Brilliant Minds, which premieres Sept. 23, is loosely inspired by real-life neurologist Oliver Sacks, who had prosopagnosia (aka. face blindness) and published stories of unique medical cases like his own in popular books like 1985’s The Man Who Mistook His Wife for a Hat. While Sacks was born in interwar London and started his career in the 1960s, Brilliant Minds sets its story in an overcrowded, understaffed present-day Bronx hospital that’s the only place in town still willing to take a chance on Dr. Wolf’s rule-bending approach.
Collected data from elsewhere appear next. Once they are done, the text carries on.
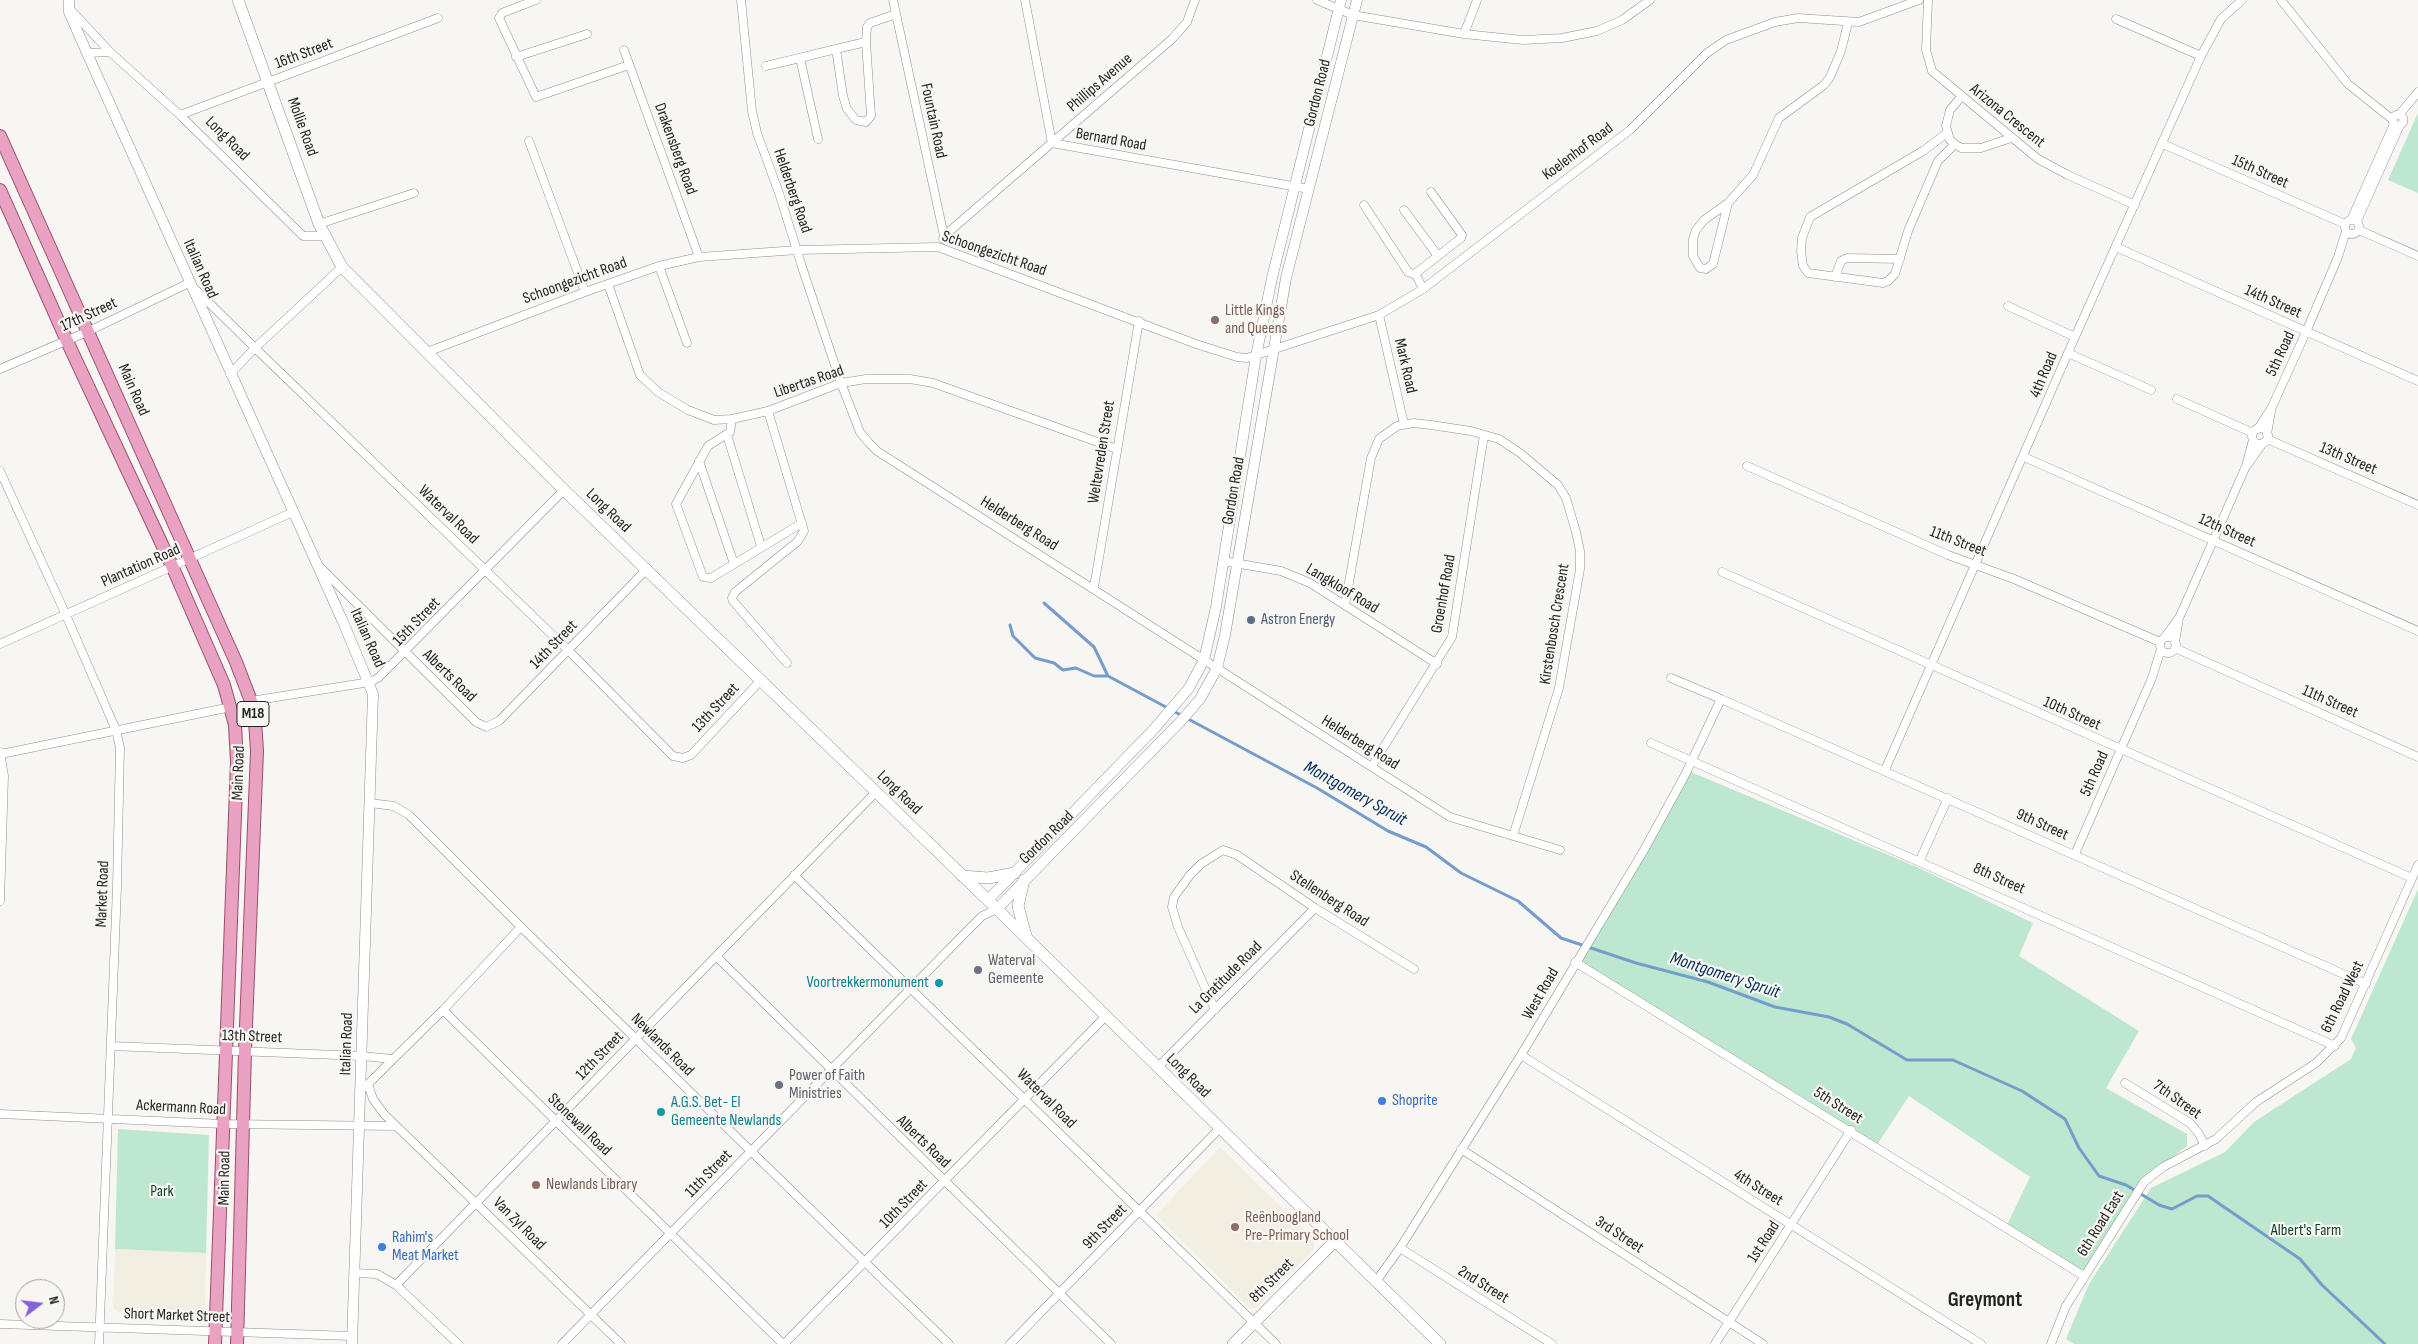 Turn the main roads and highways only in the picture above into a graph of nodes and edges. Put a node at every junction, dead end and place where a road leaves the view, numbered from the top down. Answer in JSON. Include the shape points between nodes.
{"nodes":[{"id":1,"x":238,"y":0,"type":"edge"},
{"id":2,"x":0,"y":136,"type":"edge"},
{"id":3,"x":0,"y":190,"type":"edge"},
{"id":4,"x":340,"y":265,"type":"joint"},
{"id":5,"x":962,"y":876,"type":"junction"},
{"id":6,"x":1028,"y":941,"type":"junction"},
{"id":7,"x":1335,"y":1241,"type":"junction"},
{"id":8,"x":215,"y":1338,"type":"edge"},
{"id":9,"x":237,"y":1338,"type":"edge"},
{"id":10,"x":1233,"y":1344,"type":"edge"},
{"id":11,"x":1440,"y":1344,"type":"edge"}],
"edges":[{"from":1,"to":4,"type":"main road","name":"Mollie Road","via":[[319,224]]},
{"from":2,"to":9,"type":"main road","name":"Main Road","number":"M18","via":[[240,671],[255,720]]},
{"from":3,"to":8,"type":"main road","name":"Main Road","number":"M18","via":[[173,568],[231,707],[235,725],[237,762]]},
{"from":4,"to":5,"type":"main road","name":"Long Road","via":[[564,490]]},
{"from":5,"to":6,"type":"main road","name":"Long Road"},
{"from":5,"to":6,"type":"main road","via":[[1019,877],[1018,906]]},
{"from":6,"to":7,"type":"main road","name":"Long Road"},
{"from":7,"to":10,"type":"main road","name":"8th Street"},
{"from":7,"to":11,"type":"main road","name":"Long Road"}]}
The trouble is, the exact nature of that rule-bending approach isn’t particularly consistent. Sometimes Dr. Wolf seems to have the social struggles of The Good Doctor’s Shaun Murphy, other times the blunt self-importance of Dr. Gregory House, and still other times the giant heart and troubled backstory of Grey’s Anatomy’s Meredith Grey. The show depicts him as both an introverted loner and a rebellious free spirit in a way that never entirely adds up—particularly in regard to how much his face blindness has shaped his eccentric personality, if at all. (It’s a detail that becomes way less central as the series goes on.)
That the character feels at all cohesive is a testament to Quinto, who’s best known for playing villains on the small screen and Vulcans on the big one. Brilliant Minds lets him play a warmer, more human character for once, and it’s a welcome change of pace. Quinto’s got natural comedic chops that can make even weaker network-TV jokes work. When his psychiatrist best friend Dr. Carol Pierce (Tamberla Perry) tells him he should be more open about his condition, he deadpans in faux shock, “Carol! It’s 2024, we do not call homosexuality a condition.” It’s a line that could feel hokey if Quinto didn’t deliver it so casually and if his chemistry with Perry weren’t so strong.
Less successful is Dr. Wolf’s mentorship of four thinly drawn Gen Z interns who seem ported over from a cornier show. (One character’s entire personality is that she takes mental-health meds and isn’t afraid to talk about it!) There are also uneven flashbacks that explore how Wolf was shaped by his two doctor parents: his cold, logical mom (Donna Murphy) and his warm but troubled father (Gray Powell). More intriguing is a potential slow-burn flirtation with a fellow doctor portrayed by Teddy Sears, who previously played Quinto’s love interest on the first season of American Horror Story.
Beyond its casting, the show’s big draw is that it deals exclusively in the kind of quirky neurological conditions that might only come up once or twice a season on a traditional medical drama. There’s the mom who wakes up from surgery convinced that her kids are imposters; the motorcycle gang member contemplating a surgery that would leave him without the ability to form new memories; and a group of teenage girls with mass delusions that they’re all pregnant.
Brilliant Minds leans into the “freak show” quality of weird medical cases by using horror-movie visuals to dramatize how its patients experience their conditions. One patient perceives memory loss as a thick fog rolling in; another sees “ghosts” of his dead army friends. Anyone who’s ever fallen down a medical-mysteries rabbit hole on Wikipedia will have a field day here, even as the show is careful to counterbalance its potentially exploitative quality with Dr. Wolf’s fierce, patient-focused humanism.
Indeed, in the first six episodes screened for critics, Brilliant Minds regularly swings back and forth between unsettling and downright cheesy, like when one character tells Wolf that his face blindness is a gift because it inspires him to “look deeper” to see the stuff that other people miss. It’s hard to tell where the tone will land in the long run, although the early episodes at least suggest the show is willing to try stuff out until it decides what fits.
While Brilliant Minds doesn’t immediately hit the heights of must-see TV, it’s enjoyable in that familiar network-procedural way. Between the intriguing case-of-the-week mysteries and Quinto’s confident central performance, there’s room for the show to evolve into something genuinely compelling. It’ll just have to figure out which personality fits its face-blind protagonist.